The first work of Kafka that I read was In der Strafkolonie (In the Penal Colony), in a Romanian translation. I was a student at the Polytechnics and one day, as I was visiting a schoolmate, I saw on his desk a literary magazine. I started to browse the magazine, and Kafka's story was in it, together with a pretty long essay about the author. I began reading the essay, and my colleague observed that I should start directly with the work of Kafka, rather than with an essay on him. He was by all means right: Zweifellosigkeit, as the Prague Master would undoubtedly have said (maybe I should explain the word, in a future post, all in good time).

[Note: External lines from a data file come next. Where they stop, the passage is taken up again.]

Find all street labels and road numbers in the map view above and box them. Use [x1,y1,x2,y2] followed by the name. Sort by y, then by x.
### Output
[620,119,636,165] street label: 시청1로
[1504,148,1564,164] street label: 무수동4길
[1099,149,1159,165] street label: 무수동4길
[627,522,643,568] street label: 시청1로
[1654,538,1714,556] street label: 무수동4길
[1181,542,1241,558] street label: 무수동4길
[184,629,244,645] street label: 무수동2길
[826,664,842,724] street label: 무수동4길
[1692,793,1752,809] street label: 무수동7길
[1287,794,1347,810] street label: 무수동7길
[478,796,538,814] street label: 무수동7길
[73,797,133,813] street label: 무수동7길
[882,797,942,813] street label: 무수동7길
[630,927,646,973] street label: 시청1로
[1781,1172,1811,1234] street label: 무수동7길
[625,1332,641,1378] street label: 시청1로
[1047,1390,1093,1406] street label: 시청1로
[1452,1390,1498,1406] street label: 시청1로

There is an essay about Kafka in NY Times, very informative. I'd give here a paragraph from it (though I wouldn't consider, this time, the opinion as irrefutably zweifelsfrei):

New translations will appear. (The translations into English of Kafka’s writings by the Scottish couple Willa and Edwin Muir, to which a generation is deeply indebted, have been considered old-fashioned and not definitive for some time now — too elegant and smoothly readable, too much arising from a Kierkegaardian Calvinism and not enough from a Talmudic Judaism.) Massive biographies might at last be completed. For we must know Kafka. It is not enough to know, to live, to be intimate with the ­Kafkaesque.